Like any other entrepreneur in the state’s cannabis industry, it’s been a lot of work to get to this point. Campbell has navigated a years-long process of permits and licensing, not to mention the more recent all-hands-on-deck effort to prepare for their highly anticipated opening day. She says the dispensary’s 27-person staff has recently been working 12 hours a day, seven days a week.

The big difference, however, is that that Campbell’s shop, The Green Lady, is located on Nantucket, which is a literal island surrounded by a sea of marijuana prohibition.

Advertisement:

Since cannabis remains prohibited at the federal level, it’s against the law to possess or transport the drug in federal waters off the coast of Massachusetts, even if it’s legal on land. That means it’s technically a federal crime to take marijuana to and from islands like Nantucket and Martha’s Vineyard, whether it’s by boat, plane, submarine, or any other means (medical marijuana patients in Hawaii face a similar legal quandary).

Local residents and vacationers may feel free to ignore that rule, as many surely did for decades before Massachusetts legalized marijuana in 2016, but state-regulated businesses don’t have that option. Cannabis Control Commission investigator Armand Enos III acknowledged in June that it “presents some interesting, unique challenges” for The Green Lady.

All of the marijuana products — flower, infused chocolates, vape cartridges, etc. — that the dispensary plans to sell has to be grown and produced on the island. Campbell, who owns The Green Lady with her husband, Rupert, says their otherwise nondescript, shingled facility on Amelia Drive houses five indoor cultivation rooms, a commercial kitchen, and an extraction lab. They first began growing cannabis seeds back in March.

“If you were to open a dispensary on the mainland, you could buy product from other people who are whole-selling it and that would make a huge difference,” Campbell told Boston.com in an interview this week.

Advertisement:

“We’re just doing everything under this roof, so it makes it very difficult,” she added.

Additionally, state law requires that all products be tested for contaminants, pesticides, and potency levels by an independent laboratory. There are two such labs in Massachusetts, and, of course, neither of them are on Nantucket. With the number of dispensaries in the town capped at two, there’s no plan — or incentive — for a lab to open on the island, either.

CCC officials recognized this potential problem back in 2017 when they were beginning to draft the rules for the new legal marijuana market and created a carve-out in the regulations allowing dispensaries in Nantucket and Dukes counties to do their own testing, to the extent possible, under close monitoring by state officials.

“We can’t send it over federal waters,” Campbell said. “We have to do the testing in-house. … It’s literally been my full-time job.”
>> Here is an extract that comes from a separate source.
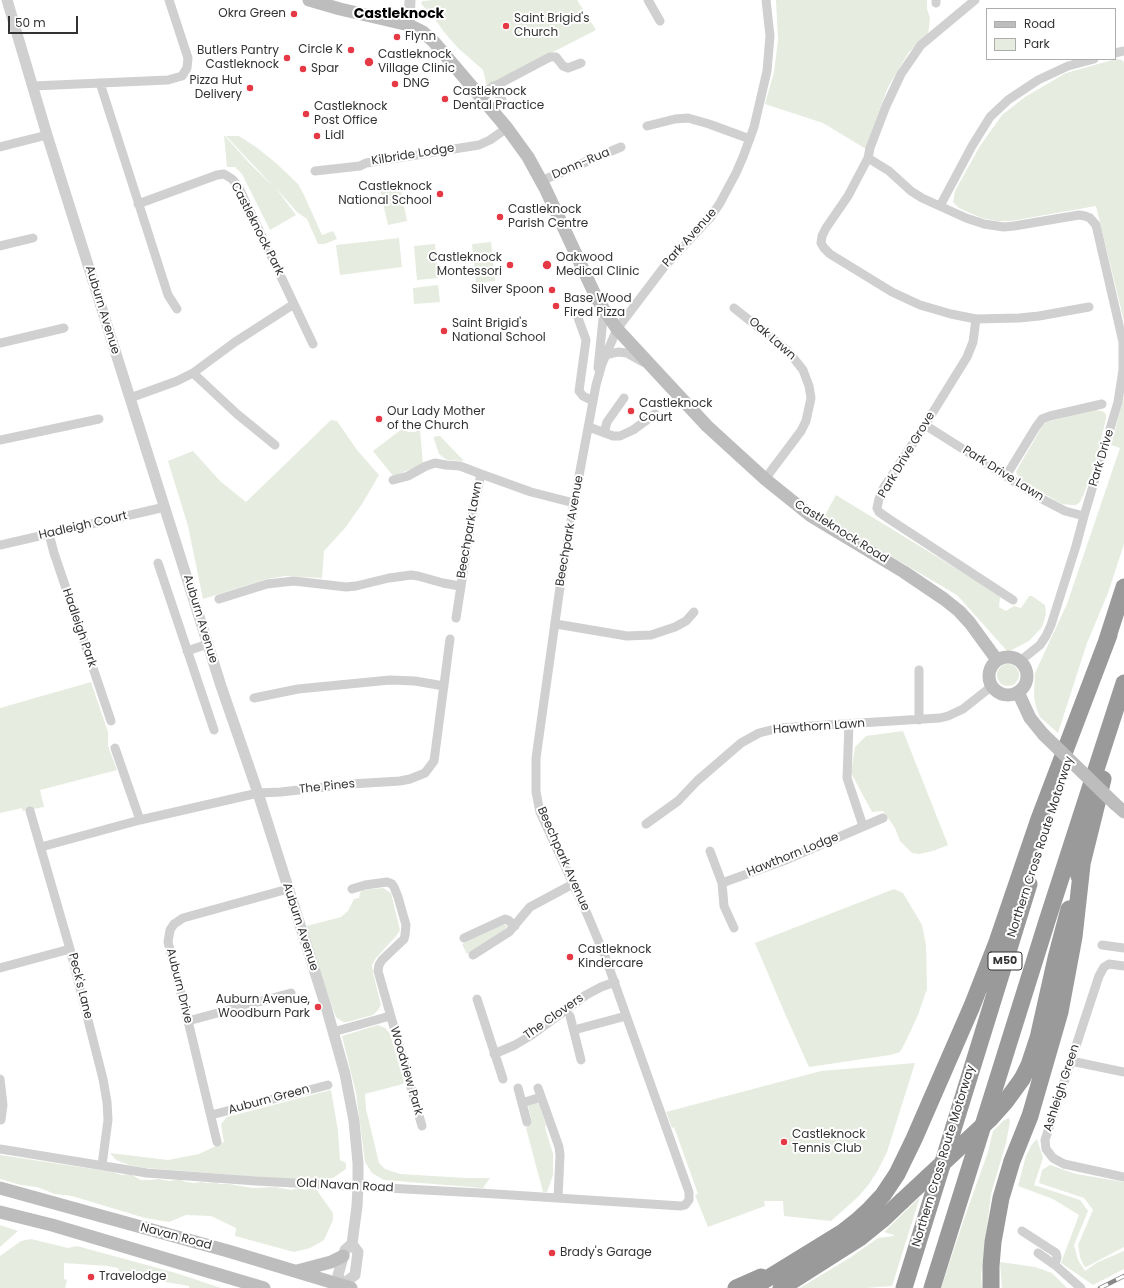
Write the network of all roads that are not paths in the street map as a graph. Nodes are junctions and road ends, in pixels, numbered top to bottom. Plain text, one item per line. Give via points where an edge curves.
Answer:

There are a few small differences. For instance, most dispensaries are required to send their cannabis plants to be tested at an off-site lab for pesticides. The Green Lady can’t do that; instead, they’ll send samples of dirt to a lab in Milford. The dispensary’s products will also be required to have a label warning in capital letters: “LIMITED TESTING FOR CONTAMINANTS AND PESTICIDES.”

Advertisement:

With those conditions, the CCC approved The Green Lady’s retail and production licenses in late June. On Wednesday, the state agency sent the dispensary a commence operations notice, allowing them to begin sales on Sunday. Campbell says they plan to open at 10 a.m. on an appointment-only basis.

“We shouldn’t be adding to the traffic jam,” she said, referring to Nantucket’s notorious congestion during the summer.

Given the fact The Green Lady is opening at the height of the island’s tourist season, Nantucket Police Lt. Angus MacVicar says that the plan to space out customers through the appointment system should “drastically cut down” on traffic around the dispensary — or at least not exacerbate the existing gridlock.

“It’s August in Nantucket,” MacVicar deadpanned.

Otherwise, he says the department doesn’t expect much of an impact from the new business. Campbell says the dispensary, which plans to begin serving medical marijuana patients in the fall, has worked with local officials “every step of the way” toward Sunday’s opening.

“Everybody has been putting in an amazing amount of time,” she said of the store’s staffers. “So I’m so appreciative of everybody working here and all the hard work they’re doing.”